Kicking off the first annual meeting of the Casualty Actuarial Society’s second century, outgoing president Bob Miccolis announced the formation of the CAS Institute (abbreviated “iCAS”), a subsidiary that (to start) will offer credentials in data science. At the meeting the questions “what is data science, anyway?” and “how does it relate to actuarial science?” were on many people’s minds. As an actuary whose job title includes “data scientist” and as one with a long-standing interest in the history and philosophy of science, I cannot resist weighing in.
Let’s start with our own field. I often hear actuarial science described as a branch of applied mathematics focused on modeling and pricing insurance risks. I used to parrot this implicit definition myself, but now find it way too narrow a frame. Insurance was an early adopter of probabilistic and statistical methods because of a distinctive feature of insurance products: One does not know the cost of selling an insurance contract at the time of sale. Therefore costing insurance contracts and reserving for insurance liabilities involves more than accounting; it involves statistical inference and forecasting. Actuarial science is inherently a form of data science.
To be sure, insurance has many distinctive aspects. But the use of probability and statistics is no longer one of them. To illustrate, consider two stories. The first is classic adverse selection: An insurer that uses (say) credit score or (say) chess club memberships to selectively market insurance to young male motorcycle drivers can adversely select against its competitors — it can skim off the best risks and offer then attractive rates, while its competitors must raise the rates for its deteriorating book of business. The second story is Michael Lewis’ Moneyball. Billy Beane, the general manager of the cash-strapped Oakland A’s, realized that by basing scouting decisions on data analysis, he could hire talented baseball players that richer teams were blind to. (The “blindness” was in the minds’ eyes of the richer teams’ baseball scouts, who systematically used biased unaided judgment, rather than publicly available data, to make multimillion dollar decisions.)
Actuarial science is inherently a form of data science.
Each story involves what behavioral scientists and economists call decision making under uncertainty. At the time of sale, we don’t know which driver will crash his motorcycle, and at the time of hire, we don’t know which employee will perform well or poorly on the job. The spoils go to the competitor who makes the best use of data. Just as more sophisticated use of data enables nimble insurers to profitably grow, it enabled the cash-poor Oakland A’s to rise up in the ranks. Paraphrasing Michael Lewis, better, data-enabled management can run circles around taller piles of cash.
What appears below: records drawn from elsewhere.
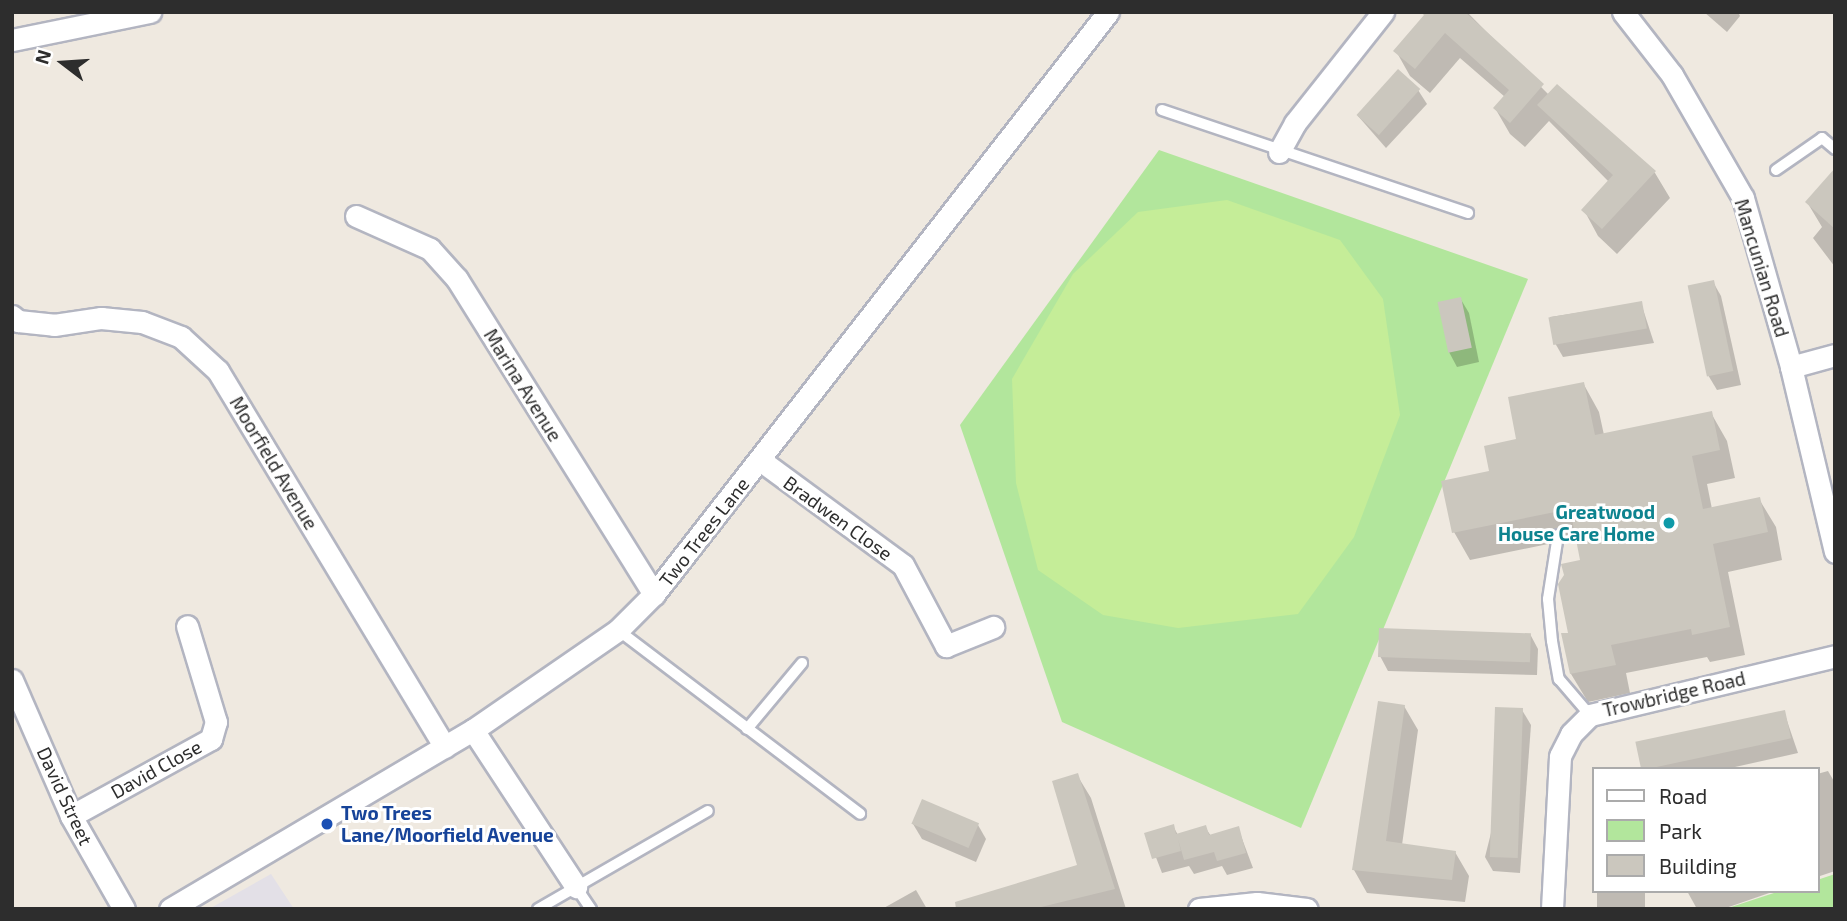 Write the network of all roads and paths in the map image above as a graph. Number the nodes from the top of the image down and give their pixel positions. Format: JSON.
{"nodes":[{"id":1,"x":150,"y":12,"type":"edge"},
{"id":2,"x":1108,"y":12,"type":"edge"},
{"id":3,"x":1382,"y":12,"type":"edge"},
{"id":4,"x":1623,"y":12,"type":"edge"},
{"id":5,"x":12,"y":40,"type":"edge"},
{"id":6,"x":1162,"y":110,"type":"dead end"},
{"id":7,"x":1835,"y":149,"type":"edge"},
{"id":8,"x":1279,"y":152,"type":"junction"},
{"id":9,"x":1776,"y":170,"type":"dead end"},
{"id":10,"x":1468,"y":213,"type":"dead end"},
{"id":11,"x":356,"y":216,"type":"dead end"},
{"id":12,"x":14,"y":320,"type":"edge"},
{"id":13,"x":1835,"y":355,"type":"edge"},
{"id":14,"x":1791,"y":367,"type":"junction"},
{"id":15,"x":760,"y":460,"type":"junction"},
{"id":16,"x":1558,"y":535,"type":"dead end"},
{"id":17,"x":1835,"y":552,"type":"edge"},
{"id":18,"x":654,"y":594,"type":"junction"},
{"id":19,"x":187,"y":626,"type":"dead end"},
{"id":20,"x":993,"y":627,"type":"dead end"},
{"id":21,"x":618,"y":630,"type":"junction"},
{"id":22,"x":1835,"y":656,"type":"edge"},
{"id":23,"x":802,"y":663,"type":"dead end"},
{"id":24,"x":12,"y":680,"type":"edge"},
{"id":25,"x":1590,"y":715,"type":"junction"},
{"id":26,"x":747,"y":729,"type":"junction"},
{"id":27,"x":473,"y":730,"type":"junction"},
{"id":28,"x":445,"y":747,"type":"junction"},
{"id":29,"x":708,"y":811,"type":"dead end"},
{"id":30,"x":860,"y":814,"type":"dead end"},
{"id":31,"x":71,"y":816,"type":"junction"},
{"id":32,"x":576,"y":887,"type":"junction"},
{"id":33,"x":124,"y":909,"type":"edge"},
{"id":34,"x":170,"y":909,"type":"edge"},
{"id":35,"x":538,"y":909,"type":"edge"},
{"id":36,"x":591,"y":909,"type":"edge"},
{"id":37,"x":1199,"y":909,"type":"edge"},
{"id":38,"x":1306,"y":909,"type":"edge"},
{"id":39,"x":1552,"y":909,"type":"edge"}],
"edges":[{"from":1,"to":5,"type":"street"},
{"from":2,"to":15,"type":"street","name":"Two Trees Lane"},
{"from":3,"to":8,"type":"street"},
{"from":4,"to":14,"type":"street","name":"Mancunian Road"},
{"from":6,"to":8,"type":"lane"},
{"from":7,"to":9,"type":"lane"},
{"from":8,"to":10,"type":"lane"},
{"from":11,"to":18,"type":"street","name":"Marina Avenue"},
{"from":12,"to":28,"type":"street","name":"Moorfield Avenue"},
{"from":13,"to":14,"type":"street"},
{"from":14,"to":17,"type":"street","name":"Mancunian Road"},
{"from":15,"to":18,"type":"street","name":"Two Trees Lane"},
{"from":15,"to":20,"type":"street","name":"Bradwen Close"},
{"from":16,"to":25,"type":"lane"},
{"from":18,"to":21,"type":"street","name":"Two Trees Lane"},
{"from":19,"to":31,"type":"street","name":"David Close"},
{"from":21,"to":26,"type":"lane"},
{"from":21,"to":27,"type":"street","name":"Two Trees Lane"},
{"from":22,"to":25,"type":"street","name":"Trowbridge Road"},
{"from":23,"to":26,"type":"lane"},
{"from":24,"to":31,"type":"street","name":"David Street"},
{"from":25,"to":39,"type":"street","name":"Trowbridge Road"},
{"from":26,"to":30,"type":"lane"},
{"from":27,"to":28,"type":"street","name":"Two Trees Lane"},
{"from":27,"to":32,"type":"street"},
{"from":28,"to":34,"type":"street","name":"Two Trees Lane"},
{"from":29,"to":32,"type":"lane"},
{"from":31,"to":33,"type":"street","name":"David Street"},
{"from":32,"to":35,"type":"lane"},
{"from":32,"to":36,"type":"lane"},
{"from":37,"to":38,"type":"street"}]} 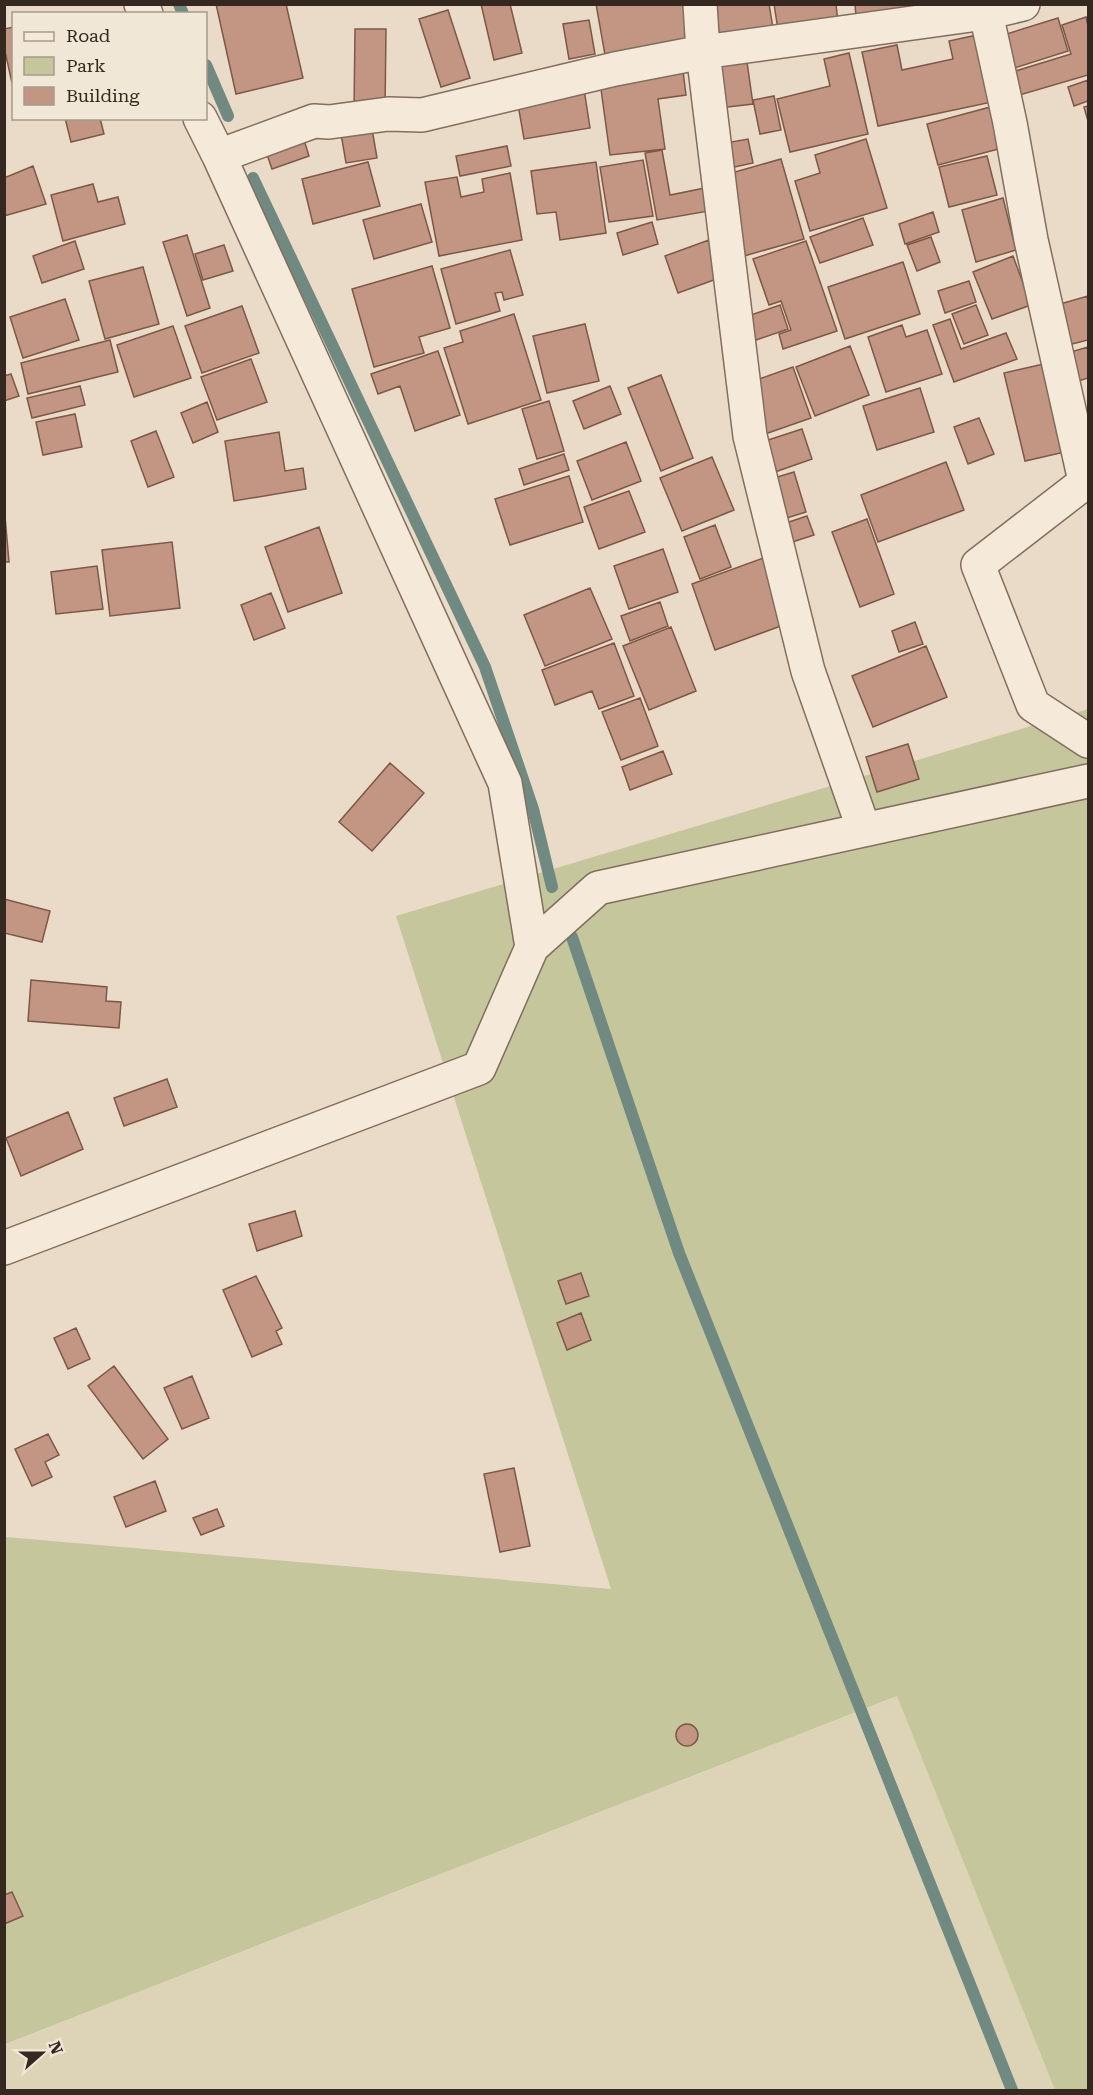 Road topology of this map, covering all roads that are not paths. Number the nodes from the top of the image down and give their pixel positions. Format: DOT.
graph roads {
  1 [pos="700,4"];
  2 [pos="1023,4"];
  3 [pos="984,9"];
  4 [pos="704,52"];
  5 [pos="201,120"];
  6 [pos="219,156"];
  7 [pos="1087,481"];
  8 [pos="1089,741"];
  9 [pos="1089,781"];
  10 [pos="864,830"];
  11 [pos="532,947"];
  12 [pos="4,1248"];
  1 -- 4 [label="street"];
  2 -- 3 [label="street"];
  3 -- 4 [label="street"];
  3 -- 7 [label="street"];
  4 -- 6 [label="street"];
  4 -- 10 [label="street"];
  5 -- 6 [label="street"];
  6 -- 11 [label="street"];
  7 -- 8 [label="street"];
  9 -- 10 [label="street"];
  10 -- 11 [label="street"];
  11 -- 12 [label="street"];
}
More generally, analytically sophisticated competitors can thrive in inefficient markets, improve inefficient business processes and sometimes even achieve breakthrough innovations.
These are two classic illustrations of data science enabling better business decisions; they can equally well be viewed as examples of what I think of as “greater actuarial science.” The idea is threefold: First, 21st century actuarial science takes on board the continually evolving tools and methods of modern data science. Second, greater actuarial science is not restricted to the insurance industry; it is about professionals making better, more evidence-based, decisions under uncertainty in a variety of private and public sector domains. Third, though quantitative, greater actuarial science is not a branch of applied mathematics; it is an applied quantitative social science, akin to, and overlapping with, such fields as marketing science, people analytics, behavioral economics, and personalized health and wellness.
Data Science
Following Drew Conway’s famous Venn diagram,1 data science is often described as the intersection of mathematical and statistical methods, computing with data and domain knowledge. Data science encompasses each of what the late Leo Breiman called the “two cultures”2 of statistics: using data to estimate parametric models and applying non-parametric “statistical learning” methods to rich datasets (big data). Actuarial applications of generalized linear models, copula models, multilevel/hierarchical models and Bayesian data analysis all fall in the former category. Thanks to the skewed nature of insurance losses, credibility issues, the heterogeneous and/or emergent character of many insurance risks, and the need to forecast uncertain quantities into the future, the use of what statisticians call “generative models” will always be core to our field. But it is equally true that insurance data scientists routinely use such statistical learning techniques as nonparametric techniques as random forests, boosted trees and regularized regression to build better pricing, underwriting, claim triage and price elasticity models.
Contiguous Disciplines
In recent decades, the availability of computing power, data and open-source statistical and statistical learning algorithms have all grown at a roughly exponential rate. Perhaps the same could be said of the awareness of the power of data-driven decision making in many areas of business and public policy. This has resulted in a rapidly growing demand for creative professionals who are equally fluent in the language of business and the methods of data science. Data science actuaries who have built claim fraud, customer churn, price elasticity, predictive hiring or customer segmentation solutions for insurance organizations can do the same for noninsurance organizations. My own experience is that experienced data scientists can successfully work outside their domains by collaborating with nontechnical subject matter experts. Doing so requires more than technical skills alone; also required are creativity and associative thinking, the intellectual curiosity needed to learn new domain-specific concepts, and the ability to communicate with colleagues who are nontechnical or specialists from other domains. In short, the data science revolution enables actuaries of a certain stripe not just to deepen their foundations, but also to expand their professional footprint to include new applications both within and beyond insurance.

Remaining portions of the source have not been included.